A Bordeaux, SOS médecins peut se déplacer mais à la campagne, trouver un docteur le week-end est compliqué.
Former des professionnels de santé
Entre 2020 et 2022, 431 médecins et 1611 infirmières de plus ont été recrutés dans la région. "Une dynamique" que l'ARS voudrait poursuivre. 4182 praticiens seront formés d'ici 2025 soit 20% de plus comparé à la période 2016-2020. 48% de places supplémentaires d'aides soignantes, 24% pour les infirmières seront créées. Et pour les former, 22 nouveaux instituts ou antennes seront ouverts en Nouvelle-Aquitaine.
Pour Laurence Lagoubie, il faudrait déjà remplir les écoles existantes. Selon la cégétiste, 1/4 des places dans les écoles d'infirmières et d'aides soignantes sont vides. Elle incrimine Parcoursup qui éloigne les élèves de leur région d'origine, entrainant des coûts, ou qui valide un troisième ou quatrième choix. "Au premier stage, ils abandonnent" résume-t-elle.
Le directeur de l'ARS l'admet, "pour avoir plus de professionnels, il faut les former puis s'assurer qu'ils restent sur le territoire ou dans leur profession"
Rendre les métiers attractifs
Le Ségur de la Santé a revalorisé les salaires. Selon les chiffres de l'ARS, une infirmière a été augmenté de 290 euros nets par mois après un an de carrière, 536 euros en fin de carrière pour atteindre 3390 euros. Pour les aides soignantes, les augmentations varient de 228 à 651 euros nets par mois.
Mais souligne Laurence Lagoubie, elle-même aide soignante, ces chiffres intègrent toutes les primes y compris celles du week-end ou de nuit. La CGT demande aussi de meilleures conditions de travail : des places dans les crèches des hôpitaux, un travail en binôme avec le médecin, la possibilité de choisir ses congés et de ne pas être rappelé en cas d'absence de collègues.
Mieux réguler
Il faut huit à douze ans pour former un médecin, cinq ans pour une infirmière. En attendant, les malades devront se diriger vers le bon professionnel.

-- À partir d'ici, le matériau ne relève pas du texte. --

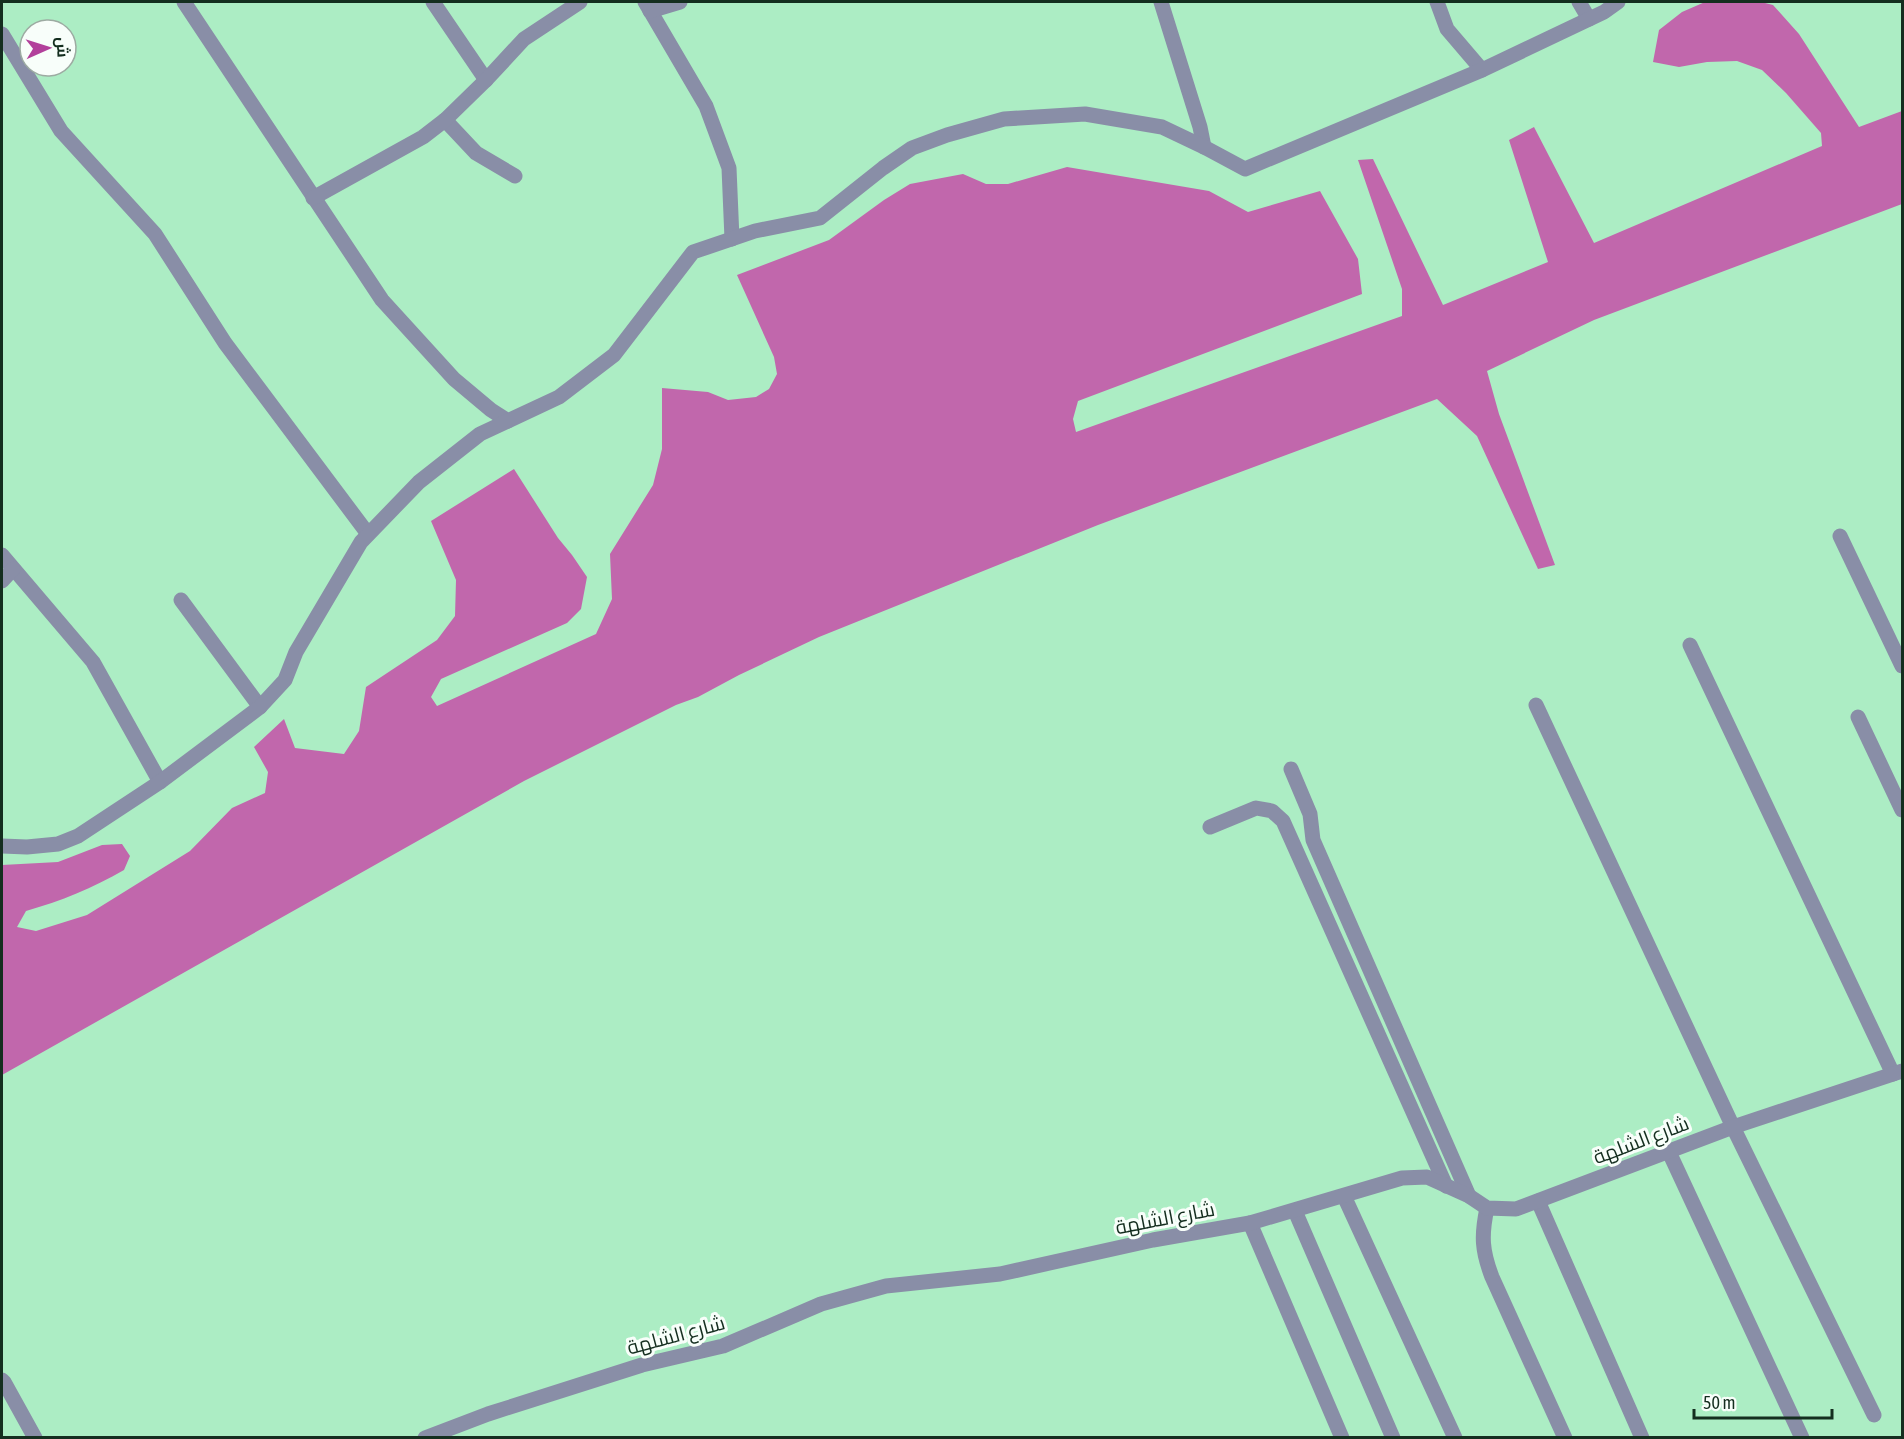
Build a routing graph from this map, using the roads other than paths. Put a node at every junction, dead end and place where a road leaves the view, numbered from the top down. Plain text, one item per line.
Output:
1 (184, 2) edge
2 (433, 2) edge
3 (580, 2) edge
4 (680, 2) edge
5 (1161, 2) edge
6 (1437, 2) edge
7 (1580, 2) edge
8 (1618, 2) edge
9 (647, 6) edge
10 (1589, 19) junction
11 (2, 34) edge
12 (1482, 70) junction
13 (486, 80) junction
14 (445, 120) junction
15 (1204, 147) junction
16 (516, 176) dead end
17 (313, 198) junction
18 (732, 239) junction
19 (508, 421) junction
20 (368, 534) junction
21 (1840, 536) dead end
22 (2, 555) edge
23 (13, 569) junction
24 (2, 581) edge
25 (181, 600) dead end
26 (1690, 645) dead end
27 (1902, 666) edge
28 (1536, 705) dead end
29 (260, 707) junction
30 (1858, 717) dead end
31 (1291, 769) dead end
32 (160, 782) junction
33 (1902, 810) edge
34 (1210, 827) dead end
35 (2, 846) edge
36 (1898, 1073) edge
37 (1733, 1127) junction
38 (1669, 1152) junction
39 (1446, 1185) junction
40 (1344, 1196) junction
41 (1469, 1196) junction
42 (1538, 1201) junction
43 (1487, 1208) junction
44 (1295, 1211) junction
45 (1250, 1223) junction
46 (2, 1380) edge
47 (1874, 1415) dead end
48 (35, 1437) edge
49 (425, 1437) edge
50 (1342, 1437) edge
51 (1392, 1437) edge
52 (1455, 1437) edge
53 (1565, 1437) edge
54 (1642, 1437) edge
55 (1802, 1437) edge

1 - 17 street
2 - 13 street
3 - 13 street
4 - 9 street
5 - 15 street
6 - 12 street
7 - 10 street
8 - 10 street
9 - 18 street
10 - 12 street
11 - 20 street
12 - 15 street
13 - 14 street
14 - 16 street
14 - 17 street
15 - 18 street
17 - 19 street
18 - 19 street
19 - 20 street
20 - 29 street
21 - 27 street
22 - 23 street
23 - 24 street
23 - 32 street
25 - 29 street
26 - 36 street
28 - 37 street
29 - 32 street
30 - 33 street
31 - 41 street
32 - 35 street
34 - 39 street
36 - 37 street, شارع الشلهة
37 - 38 street, شارع الشلهة
37 - 47 street
38 - 42 street, شارع الشلهة
38 - 55 street
39 - 40 street, شارع الشلهة
39 - 41 street, شارع الشلهة
40 - 44 street, شارع الشلهة
40 - 52 street
41 - 43 street, شارع الشلهة
42 - 43 street, شارع الشلهة
42 - 54 street
43 - 53 street
44 - 45 street, شارع الشلهة
44 - 51 street
45 - 49 street, شارع الشلهة
45 - 50 street
46 - 48 street

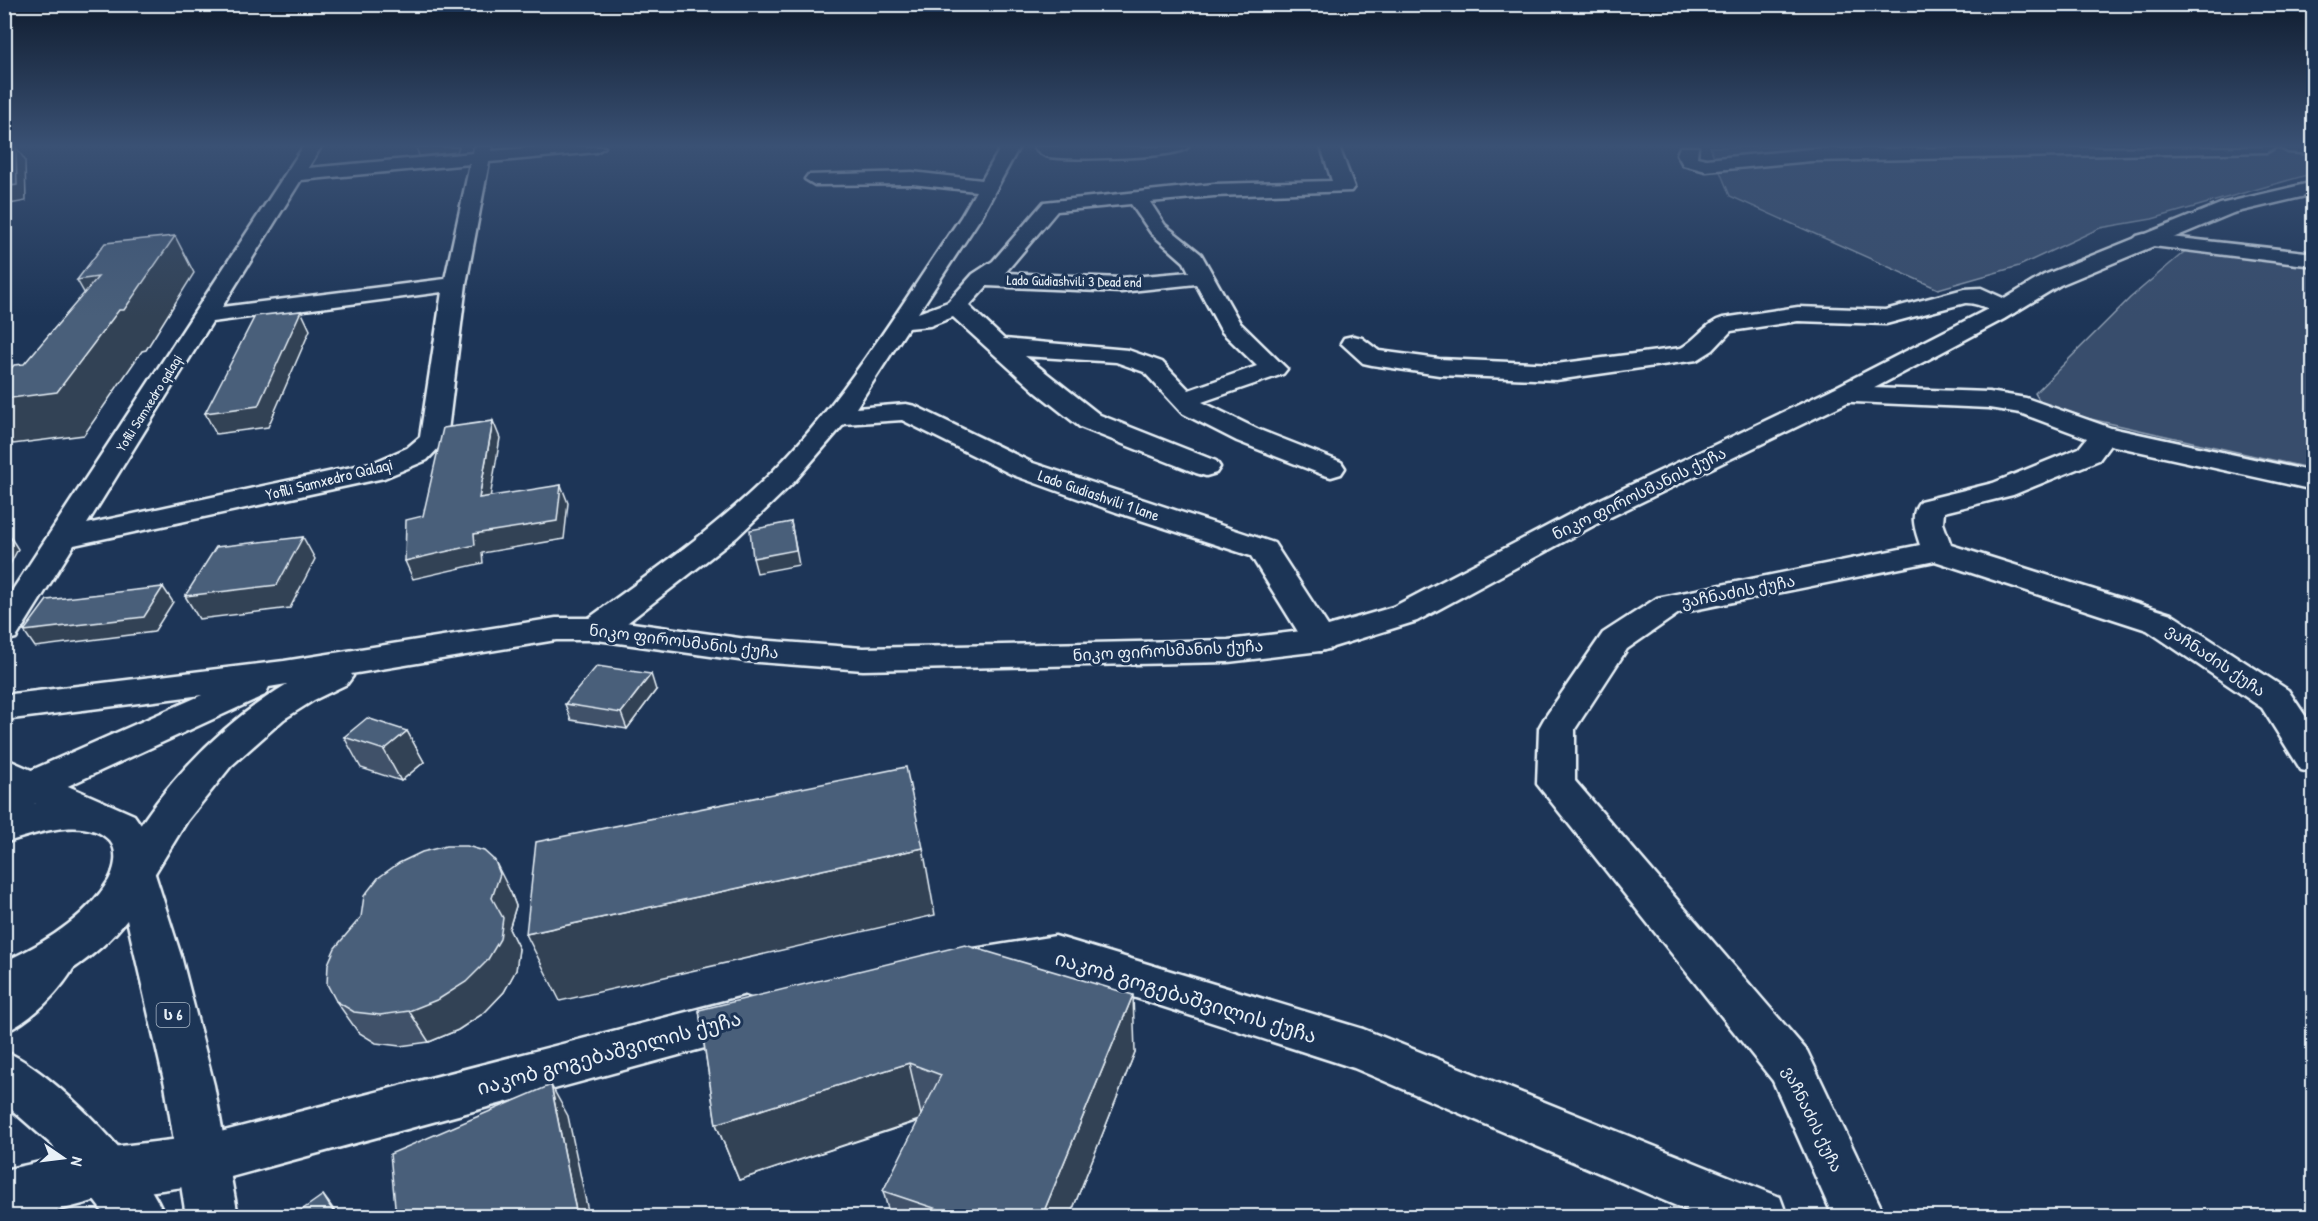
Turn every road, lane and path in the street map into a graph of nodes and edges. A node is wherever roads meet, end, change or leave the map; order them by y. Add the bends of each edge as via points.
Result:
1 (275, 204) edge
2 (471, 204) edge
3 (978, 204) edge
4 (1073, 204) edge
5 (1141, 204) edge
6 (2244, 204) edge
7 (2144, 240) junction
8 (2313, 260) edge
9 (1203, 277) junction
10 (981, 279) junction
11 (455, 284) junction
12 (956, 307) junction
13 (2006, 308) junction
14 (204, 316) junction
15 (903, 321) junction
16 (1353, 344) dead end
17 (997, 345) junction
18 (1840, 395) junction
19 (1184, 400) junction
20 (836, 417) junction
21 (2103, 435) junction
22 (1206, 467) dead end
23 (1331, 468) dead end
24 (2313, 481) edge
25 (64, 538) junction
26 (1937, 551) junction
27 (597, 629) junction
28 (4, 630) edge
29 (1320, 640) junction
30 (389, 657) junction
31 (284, 673) junction
32 (4, 708) edge
33 (2313, 760) edge
34 (24, 795) edge
35 (4, 819) edge
36 (4, 828) edge
37 (134, 871) junction
38 (74, 944) junction
39 (931, 976) edge
40 (4, 983) edge
41 (784, 1007) edge
42 (4, 1012) edge
43 (4, 1073) edge
44 (205, 1160) junction
45 (104, 1173) junction
46 (4, 1196) edge
47 (138, 1216) edge
48 (212, 1216) edge
49 (1761, 1216) edge
50 (1858, 1216) edge

1 - 14 main road, Yofili Samxedro qalaqi
2 - 11 main road, Yofili Samxedro Qalaqi
3 - 15 main road
4 - 10 main road via 1051,206 1001,266
5 - 9 main road via 1158,229 1192,259
6 - 7 main road, ნიკო ფიროსმანის ქუჩა
7 - 8 main road
7 - 13 main road, ნიკო ფიროსმანის ქუჩა via 2052,280
9 - 10 main road, Lado Gudiashvili 3 Dead end via 1121,285
9 - 19 main road via 1230,327 1274,369
10 - 12 main road
11 - 14 main road
11 - 25 main road, Yofili Samxedro Qalaqi via 433,440 417,454 384,469
12 - 15 main road via 930,319
12 - 17 main road
13 - 16 main road via 1982,296 1964,296 1886,317 1798,314 1723,325 1688,355 1556,372 1439,367 1372,358
13 - 18 main road, ნიკო ფიროსმანის ქუჩა
14 - 25 main road, Yofili Samxedro qalaqi
15 - 20 main road
17 - 19 main road via 1119,355 1153,367
17 - 22 main road via 1090,421
18 - 21 main road via 1989,400 2026,406
18 - 29 main road, ნიკო ფიროსმანის ქუჩა via 1589,516 1405,614
19 - 23 main road via 1247,435
20 - 27 main road via 784,476 726,531
20 - 29 main road, Lado Gudiashvili 1 lane via 906,412 1023,469 1263,550
21 - 24 main road
21 - 26 main road via 2089,454 2003,489 1930,507 1928,523
25 - 28 main road, Yofili Samxedro qalaqi
26 - 33 main road, ვაჩნაძის ქუჩა via 2159,622 2275,699
26 - 50 main road, ვაჩნაძის ქუჩა via 1670,605 1615,641 1557,728 1556,784 1790,1066
27 - 29 main road, ნიკო ფიროსმანის ქუჩა via 746,650 863,659 1228,651
27 - 30 main road, ნიკო ფიროსმანის ქუჩა via 556,629
30 - 31 main road, ნიკო ფიროსმანის ქუჩა
30 - 37 main road via 332,676 292,696 232,740 164,821
31 - 32 main road
31 - 34 main road
34 - 35 main road
34 - 36 main road
34 - 37 main road via 102,817 124,828 136,847
37 - 38 main road via 122,895
37 - 44 main road, ს 6 via 159,949
38 - 40 main road via 32,971
38 - 42 main road
39 - 49 main road, იაკობ გოგებაშვილის ქუჩა via 1054,954 1363,1050
41 - 44 main road, იაკობ გოგებაშვილის ქუჩა
43 - 45 main road via 70,1128
44 - 45 main road, იაკობ გოგებაშვილის ქუჩა
44 - 48 main road, ს 6
45 - 46 main road, იაკობ გოგებაშვილის ქუჩა
45 - 47 main road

Benoît Elleboode cite l'exemple d'une grossesse qui n'est pas une maladie et qui peut être suivie par une sage-femme. De même, l'acné peut être traité par le médecin généraliste et non pas nécessairement par un dermatologue.
Mais pour Laurence Lagoubie, on n'a pas "vérifié que la structure des médecins de ville étaient adaptés". La représentante Santé de la CGT suggère, par exemple, de les inciter à ouvrir davantage.
Gilles Mouden, élu Sud estime qu'on a mis la charrue avant les boeufs.
"Aux urgences, la bobologie n'est pas le problème ce sont les opérations lourdes".
Pour l'instant, la huitième vague de Covid, qui n'entraine pas de formes graves, ne perturbe pas les hôpitaux. Les mesures injectées seront-elles suffisantes ? Cet hiver sera un nouveau test avec ou sans la Covid.